Supplied data START

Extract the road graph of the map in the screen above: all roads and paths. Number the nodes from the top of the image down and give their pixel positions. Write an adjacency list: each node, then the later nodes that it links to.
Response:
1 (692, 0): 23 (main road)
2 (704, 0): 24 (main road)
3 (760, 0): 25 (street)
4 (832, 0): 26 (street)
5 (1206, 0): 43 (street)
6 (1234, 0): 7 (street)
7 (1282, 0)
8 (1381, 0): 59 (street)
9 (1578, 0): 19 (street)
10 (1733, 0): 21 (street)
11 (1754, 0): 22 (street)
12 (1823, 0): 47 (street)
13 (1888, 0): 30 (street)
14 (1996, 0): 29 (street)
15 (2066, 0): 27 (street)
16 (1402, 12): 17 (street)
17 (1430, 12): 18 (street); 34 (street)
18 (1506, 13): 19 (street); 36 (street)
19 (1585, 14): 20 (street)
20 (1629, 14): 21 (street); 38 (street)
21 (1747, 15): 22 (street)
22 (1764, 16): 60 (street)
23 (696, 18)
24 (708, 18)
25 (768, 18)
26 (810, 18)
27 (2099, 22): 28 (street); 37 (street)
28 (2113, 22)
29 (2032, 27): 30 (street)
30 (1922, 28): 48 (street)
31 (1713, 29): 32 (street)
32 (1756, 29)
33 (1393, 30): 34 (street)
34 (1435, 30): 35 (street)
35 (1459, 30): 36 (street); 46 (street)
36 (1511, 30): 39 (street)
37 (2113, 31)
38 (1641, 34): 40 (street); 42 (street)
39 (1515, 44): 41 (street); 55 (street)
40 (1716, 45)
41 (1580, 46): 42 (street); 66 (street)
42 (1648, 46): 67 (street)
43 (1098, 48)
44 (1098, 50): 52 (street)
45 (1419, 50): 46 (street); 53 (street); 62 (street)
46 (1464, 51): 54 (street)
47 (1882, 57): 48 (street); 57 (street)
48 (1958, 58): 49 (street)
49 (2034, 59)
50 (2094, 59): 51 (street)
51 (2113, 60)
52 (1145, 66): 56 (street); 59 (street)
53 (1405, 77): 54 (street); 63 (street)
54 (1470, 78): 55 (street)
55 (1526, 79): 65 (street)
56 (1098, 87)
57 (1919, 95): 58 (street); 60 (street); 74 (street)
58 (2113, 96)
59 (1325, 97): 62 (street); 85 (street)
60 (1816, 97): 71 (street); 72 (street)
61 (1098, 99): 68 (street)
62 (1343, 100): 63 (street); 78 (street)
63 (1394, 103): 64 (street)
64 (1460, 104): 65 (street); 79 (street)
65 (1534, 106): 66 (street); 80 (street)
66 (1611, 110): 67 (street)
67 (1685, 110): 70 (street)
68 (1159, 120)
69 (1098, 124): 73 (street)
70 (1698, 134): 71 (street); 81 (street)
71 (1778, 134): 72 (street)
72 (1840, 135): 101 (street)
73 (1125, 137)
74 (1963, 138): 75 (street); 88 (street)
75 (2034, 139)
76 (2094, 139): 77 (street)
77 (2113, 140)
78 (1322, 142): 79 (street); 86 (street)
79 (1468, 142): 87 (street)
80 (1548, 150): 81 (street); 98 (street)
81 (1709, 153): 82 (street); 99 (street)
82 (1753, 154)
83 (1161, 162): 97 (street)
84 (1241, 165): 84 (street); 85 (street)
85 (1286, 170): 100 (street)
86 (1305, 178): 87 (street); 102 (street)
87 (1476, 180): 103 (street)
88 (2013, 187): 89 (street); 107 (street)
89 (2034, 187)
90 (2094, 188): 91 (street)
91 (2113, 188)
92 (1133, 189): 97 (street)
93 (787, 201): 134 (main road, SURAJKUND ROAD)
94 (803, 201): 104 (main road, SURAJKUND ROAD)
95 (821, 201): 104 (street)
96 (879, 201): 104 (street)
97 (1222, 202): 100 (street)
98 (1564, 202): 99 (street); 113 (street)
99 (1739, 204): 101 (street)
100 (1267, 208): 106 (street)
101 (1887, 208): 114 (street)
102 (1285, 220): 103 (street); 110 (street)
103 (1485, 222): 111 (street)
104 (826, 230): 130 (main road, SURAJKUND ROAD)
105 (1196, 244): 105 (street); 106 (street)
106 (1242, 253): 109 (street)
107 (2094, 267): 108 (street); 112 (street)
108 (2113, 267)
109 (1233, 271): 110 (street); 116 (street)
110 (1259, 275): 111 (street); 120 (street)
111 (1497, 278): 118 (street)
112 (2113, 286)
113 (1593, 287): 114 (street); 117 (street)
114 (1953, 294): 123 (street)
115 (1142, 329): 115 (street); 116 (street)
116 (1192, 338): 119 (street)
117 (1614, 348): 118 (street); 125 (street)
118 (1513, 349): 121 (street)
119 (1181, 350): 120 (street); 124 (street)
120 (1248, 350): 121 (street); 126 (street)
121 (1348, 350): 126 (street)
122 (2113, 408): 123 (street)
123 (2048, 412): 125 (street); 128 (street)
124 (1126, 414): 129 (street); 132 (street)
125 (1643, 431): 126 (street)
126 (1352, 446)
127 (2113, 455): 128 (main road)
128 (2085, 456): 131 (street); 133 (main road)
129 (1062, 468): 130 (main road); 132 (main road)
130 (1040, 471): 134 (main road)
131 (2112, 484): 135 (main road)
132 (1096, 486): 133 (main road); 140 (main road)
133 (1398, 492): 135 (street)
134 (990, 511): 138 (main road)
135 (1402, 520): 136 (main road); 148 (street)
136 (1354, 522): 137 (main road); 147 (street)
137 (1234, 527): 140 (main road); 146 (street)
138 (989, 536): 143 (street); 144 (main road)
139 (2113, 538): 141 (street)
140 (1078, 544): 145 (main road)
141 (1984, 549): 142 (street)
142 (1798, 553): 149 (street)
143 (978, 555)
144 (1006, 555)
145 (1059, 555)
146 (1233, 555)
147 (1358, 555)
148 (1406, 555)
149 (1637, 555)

Supplied data END

Every single line of the listing must be retyped exactly.

» Task response:
Extract the road graph of the map in the screen above: all roads and paths. Number the nodes from the top of the image down and give their pixel positions. Write an adjacency list: each node, then the later nodes that it links to.
Response:
1 (692, 0): 23 (main road)
2 (704, 0): 24 (main road)
3 (760, 0): 25 (street)
4 (832, 0): 26 (street)
5 (1206, 0): 43 (street)
6 (1234, 0): 7 (street)
7 (1282, 0)
8 (1381, 0): 59 (street)
9 (1578, 0): 19 (street)
10 (1733, 0): 21 (street)
11 (1754, 0): 22 (street)
12 (1823, 0): 47 (street)
13 (1888, 0): 30 (street)
14 (1996, 0): 29 (street)
15 (2066, 0): 27 (street)
16 (1402, 12): 17 (street)
17 (1430, 12): 18 (street); 34 (street)
18 (1506, 13): 19 (street); 36 (street)
19 (1585, 14): 20 (street)
20 (1629, 14): 21 (street); 38 (street)
21 (1747, 15): 22 (street)
22 (1764, 16): 60 (street)
23 (696, 18)
24 (708, 18)
25 (768, 18)
26 (810, 18)
27 (2099, 22): 28 (street); 37 (street)
28 (2113, 22)
29 (2032, 27): 30 (street)
30 (1922, 28): 48 (street)
31 (1713, 29): 32 (street)
32 (1756, 29)
33 (1393, 30): 34 (street)
34 (1435, 30): 35 (street)
35 (1459, 30): 36 (street); 46 (street)
36 (1511, 30): 39 (street)
37 (2113, 31)
38 (1641, 34): 40 (street); 42 (street)
39 (1515, 44): 41 (street); 55 (street)
40 (1716, 45)
41 (1580, 46): 42 (street); 66 (street)
42 (1648, 46): 67 (street)
43 (1098, 48)
44 (1098, 50): 52 (street)
45 (1419, 50): 46 (street); 53 (street); 62 (street)
46 (1464, 51): 54 (street)
47 (1882, 57): 48 (street); 57 (street)
48 (1958, 58): 49 (street)
49 (2034, 59)
50 (2094, 59): 51 (street)
51 (2113, 60)
52 (1145, 66): 56 (street); 59 (street)
53 (1405, 77): 54 (street); 63 (street)
54 (1470, 78): 55 (street)
55 (1526, 79): 65 (street)
56 (1098, 87)
57 (1919, 95): 58 (street); 60 (street); 74 (street)
58 (2113, 96)
59 (1325, 97): 62 (street); 85 (street)
60 (1816, 97): 71 (street); 72 (street)
61 (1098, 99): 68 (street)
62 (1343, 100): 63 (street); 78 (street)
63 (1394, 103): 64 (street)
64 (1460, 104): 65 (street); 79 (street)
65 (1534, 106): 66 (street); 80 (street)
66 (1611, 110): 67 (street)
67 (1685, 110): 70 (street)
68 (1159, 120)
69 (1098, 124): 73 (street)
70 (1698, 134): 71 (street); 81 (street)
71 (1778, 134): 72 (street)
72 (1840, 135): 101 (street)
73 (1125, 137)
74 (1963, 138): 75 (street); 88 (street)
75 (2034, 139)
76 (2094, 139): 77 (street)
77 (2113, 140)
78 (1322, 142): 79 (street); 86 (street)
79 (1468, 142): 87 (street)
80 (1548, 150): 81 (street); 98 (street)
81 (1709, 153): 82 (street); 99 (street)
82 (1753, 154)
83 (1161, 162): 97 (street)
84 (1241, 165): 84 (street); 85 (street)
85 (1286, 170): 100 (street)
86 (1305, 178): 87 (street); 102 (street)
87 (1476, 180): 103 (street)
88 (2013, 187): 89 (street); 107 (street)
89 (2034, 187)
90 (2094, 188): 91 (street)
91 (2113, 188)
92 (1133, 189): 97 (street)
93 (787, 201): 134 (main road, SURAJKUND ROAD)
94 (803, 201): 104 (main road, SURAJKUND ROAD)
95 (821, 201): 104 (street)
96 (879, 201): 104 (street)
97 (1222, 202): 100 (street)
98 (1564, 202): 99 (street); 113 (street)
99 (1739, 204): 101 (street)
100 (1267, 208): 106 (street)
101 (1887, 208): 114 (street)
102 (1285, 220): 103 (street); 110 (street)
103 (1485, 222): 111 (street)
104 (826, 230): 130 (main road, SURAJKUND ROAD)
105 (1196, 244): 105 (street); 106 (street)
106 (1242, 253): 109 (street)
107 (2094, 267): 108 (street); 112 (street)
108 (2113, 267)
109 (1233, 271): 110 (street); 116 (street)
110 (1259, 275): 111 (street); 120 (street)
111 (1497, 278): 118 (street)
112 (2113, 286)
113 (1593, 287): 114 (street); 117 (street)
114 (1953, 294): 123 (street)
115 (1142, 329): 115 (street); 116 (street)
116 (1192, 338): 119 (street)
117 (1614, 348): 118 (street); 125 (street)
118 (1513, 349): 121 (street)
119 (1181, 350): 120 (street); 124 (street)
120 (1248, 350): 121 (street); 126 (street)
121 (1348, 350): 126 (street)
122 (2113, 408): 123 (street)
123 (2048, 412): 125 (street); 128 (street)
124 (1126, 414): 129 (street); 132 (street)
125 (1643, 431): 126 (street)
126 (1352, 446)
127 (2113, 455): 128 (main road)
128 (2085, 456): 131 (street); 133 (main road)
129 (1062, 468): 130 (main road); 132 (main road)
130 (1040, 471): 134 (main road)
131 (2112, 484): 135 (main road)
132 (1096, 486): 133 (main road); 140 (main road)
133 (1398, 492): 135 (street)
134 (990, 511): 138 (main road)
135 (1402, 520): 136 (main road); 148 (street)
136 (1354, 522): 137 (main road); 147 (street)
137 (1234, 527): 140 (main road); 146 (street)
138 (989, 536): 143 (street); 144 (main road)
139 (2113, 538): 141 (street)
140 (1078, 544): 145 (main road)
141 (1984, 549): 142 (street)
142 (1798, 553): 149 (street)
143 (978, 555)
144 (1006, 555)
145 (1059, 555)
146 (1233, 555)
147 (1358, 555)
148 (1406, 555)
149 (1637, 555)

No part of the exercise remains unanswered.